The saving grace in this clutter is Regina Hall, who is quite literally up for anything, and even though the film shifts quite wildly in tone, she’s able to handle the comedic, whether it is overtly intentional or more of a wink-wink to the audience. She’s also a very undervalued dramatic audience, so when those moments need to sit, she’s able to really take those in as well. She’s quite possibly the only reason to watch this film, except for a few jokes at the expense of ridiculous televangelists who have had a reckoning coming for a long time.
On the other side, is one of those things I’d never thought I’d see come, which was a bad performance from Sterling K Brown. Brown, to me before this film, was one of those actors that is so good, that even when they get stuck in a bad film, you at least go “well so and so was good in it”. Or, even in the case of a bad film, an actor that understands the campy material at hand and delivers the kind of performance actually suited for the film.
Brown doesn’t really do any of that, except that because he never quite fits into his character, it does help that you really aren’t supposed to like him. His character is rebounding out of a scandal, and the point is to not like him. But I can’t help but think that there was a missed opportunity here to bring in someone like Eddie Murphy, who could ahve played perfectly opposite Regina Hall, while also likely being able to navigate this character, and the poor direction that desperately needed saved by a talented cast.

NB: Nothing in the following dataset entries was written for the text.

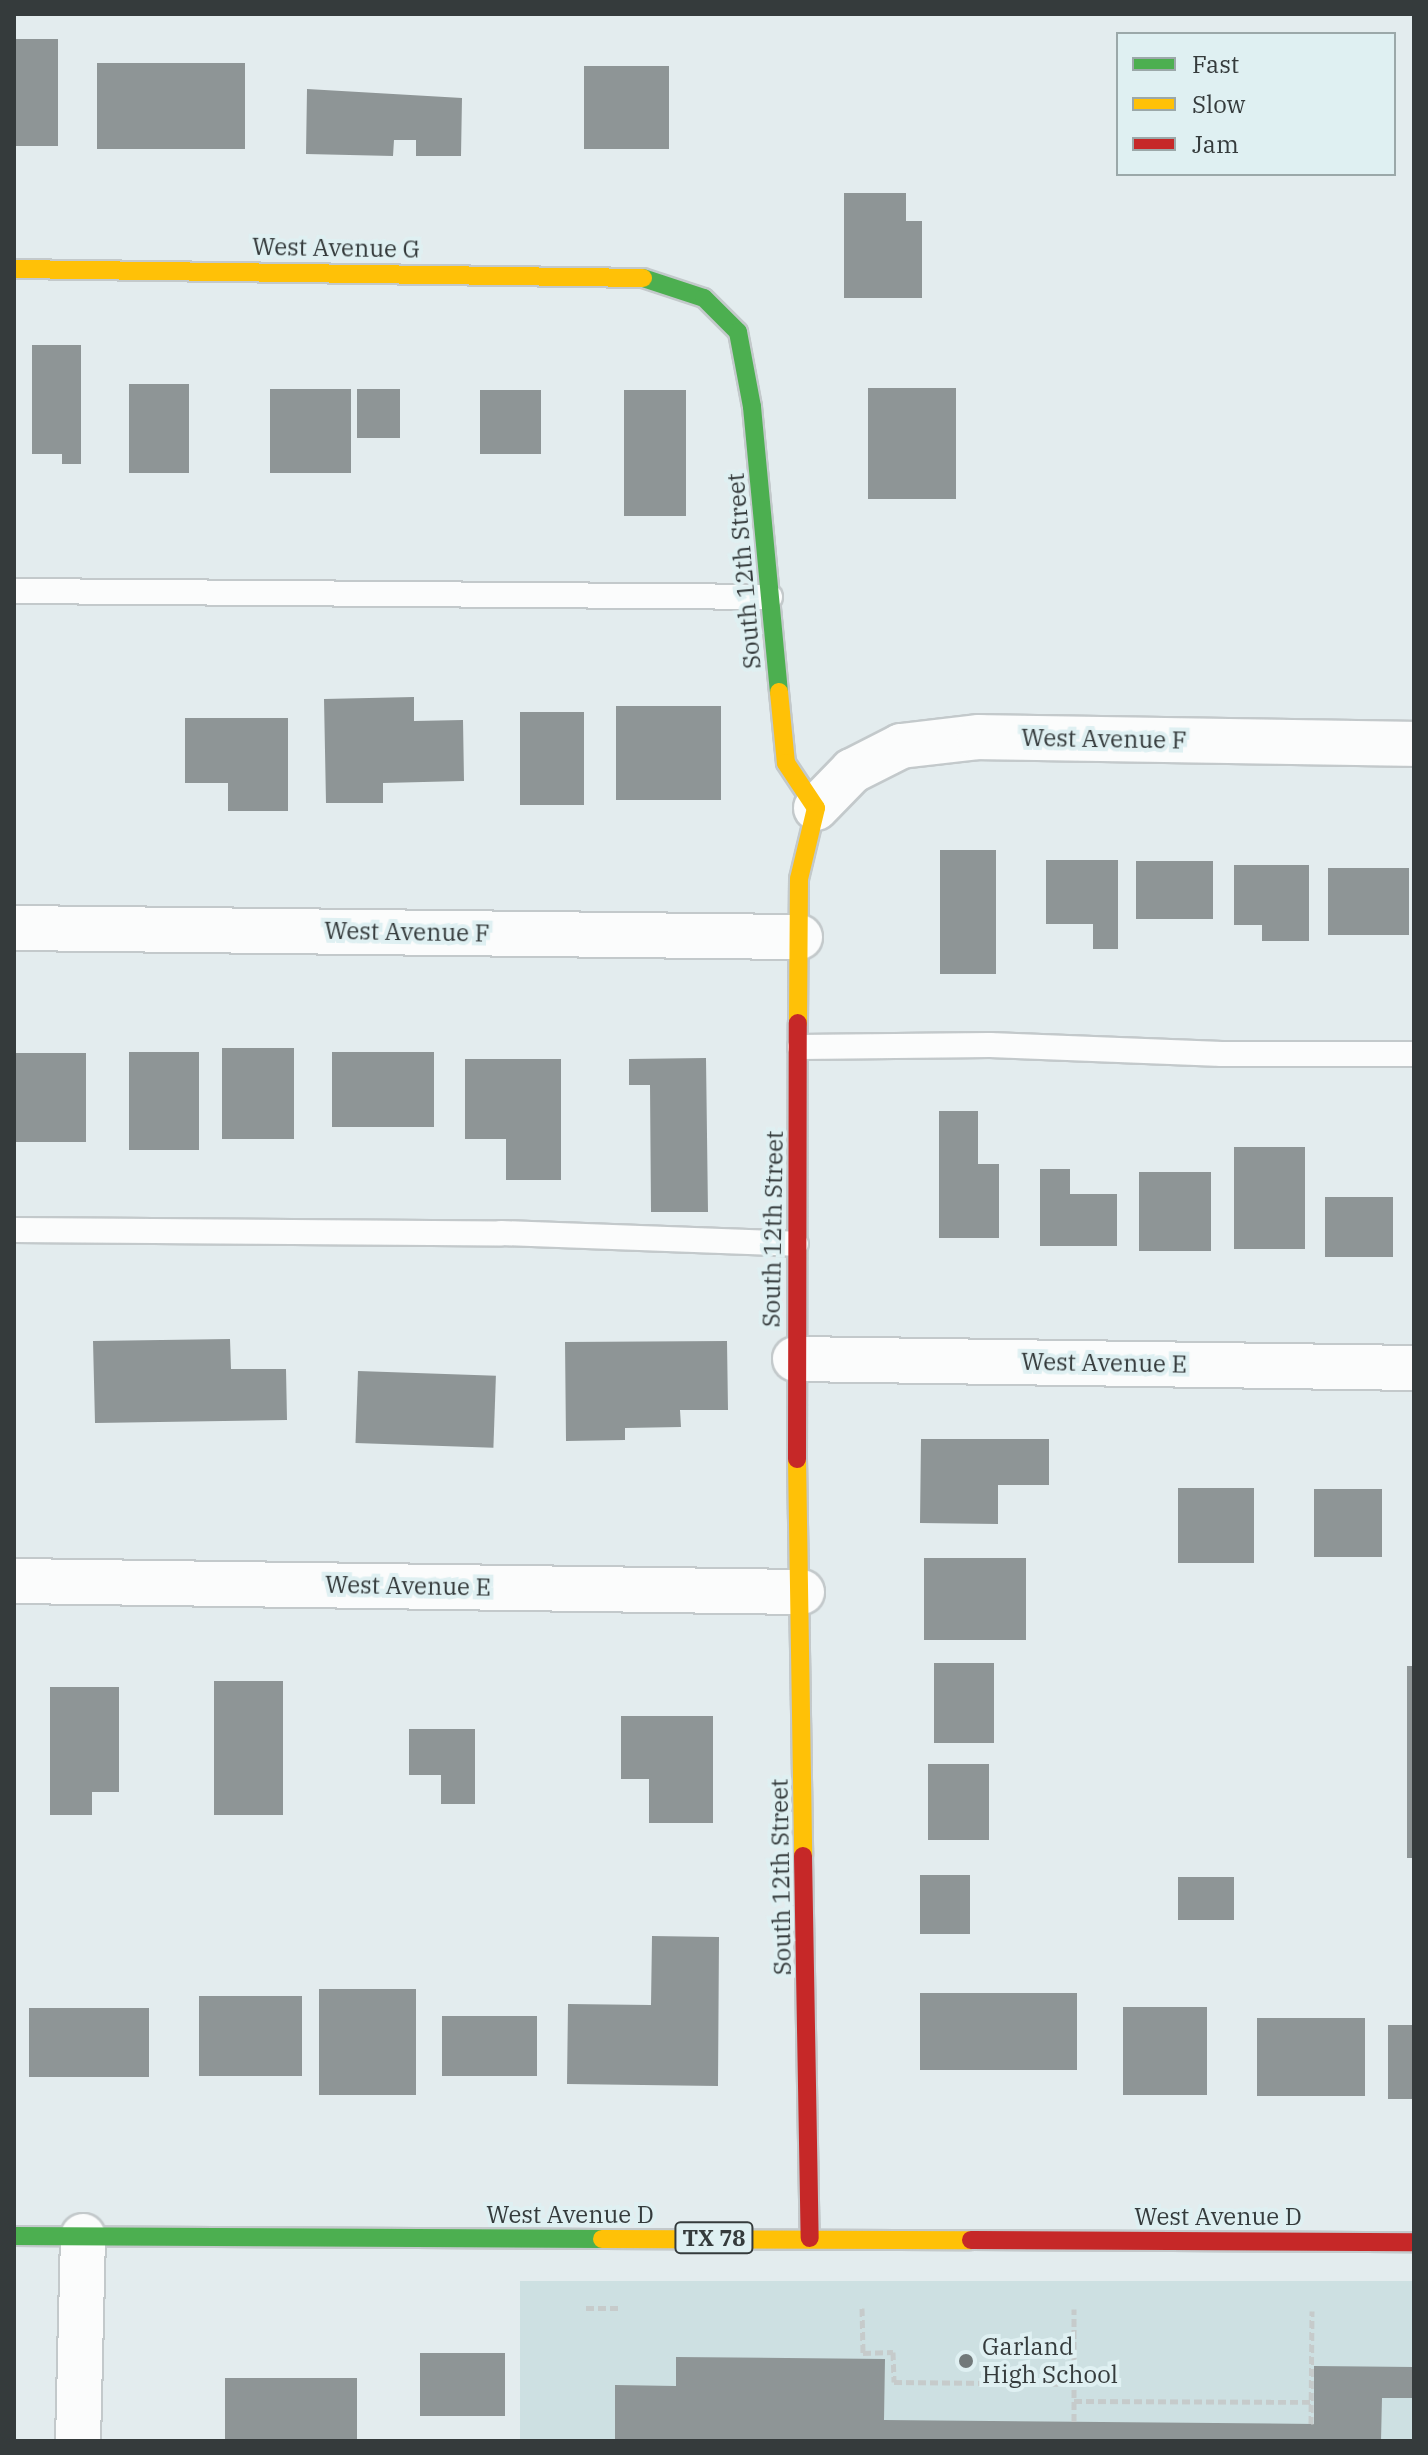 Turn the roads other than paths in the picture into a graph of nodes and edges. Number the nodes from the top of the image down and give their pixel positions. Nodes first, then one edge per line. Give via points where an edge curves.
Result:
1 (14, 269) edge
2 (656, 280) joint
3 (14, 591) edge
4 (770, 597) junction
5 (1414, 744) edge
6 (816, 808) junction
7 (14, 928) edge
8 (800, 937) junction
9 (800, 1047) junction
10 (1414, 1054) edge
11 (14, 1230) edge
12 (796, 1244) junction
13 (795, 1359) junction
14 (1414, 1368) edge
15 (14, 1581) edge
16 (802, 1592) junction
17 (14, 2236) edge
18 (83, 2236) junction
19 (810, 2238) junction
20 (1414, 2242) edge
21 (78, 2441) edge

1 - 2 street, West Avenue G via 606,274
2 - 4 street, South 12th Street via 704,298 738,332 752,407
3 - 4 lane
4 - 6 street, South 12th Street via 786,763
5 - 6 street, West Avenue F via 979,737 901,746 852,771
6 - 8 street, South 12th Street via 799,879
7 - 8 street, West Avenue F
8 - 9 street, South 12th Street
9 - 10 lane via 990,1045 1222,1054
9 - 12 street, South 12th Street
11 - 12 lane via 501,1233
12 - 13 street, South 12th Street
13 - 14 street, West Avenue E
13 - 16 street, South 12th Street
15 - 16 street, West Avenue E
16 - 19 street, South 12th Street
17 - 18 street, West Avenue D / TX 78
18 - 19 street, West Avenue D / TX 78
18 - 21 street
19 - 20 street, West Avenue D / TX 78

That didn’t happen. Instead, I got a lackluster film with only one truly redeemable factor, and it even had odd audio description that seemed to take far too many breaks. There were moments where I felt like I hadn’t heard the narrator in a bit, which happens a lot with sitcoms that are constantly spouting dialogue, but felt out of place here.
I know this is in theatres, where it didn’t do very well, but I think Universal/Focus dropping this day and date says about all you need to know, especially since they didn’t need the product on Peacock. It dropped the same weekend as Jurassic World Dominion, so a theatrical run only for this would ahve made more sense, yet the writing was already on the wall.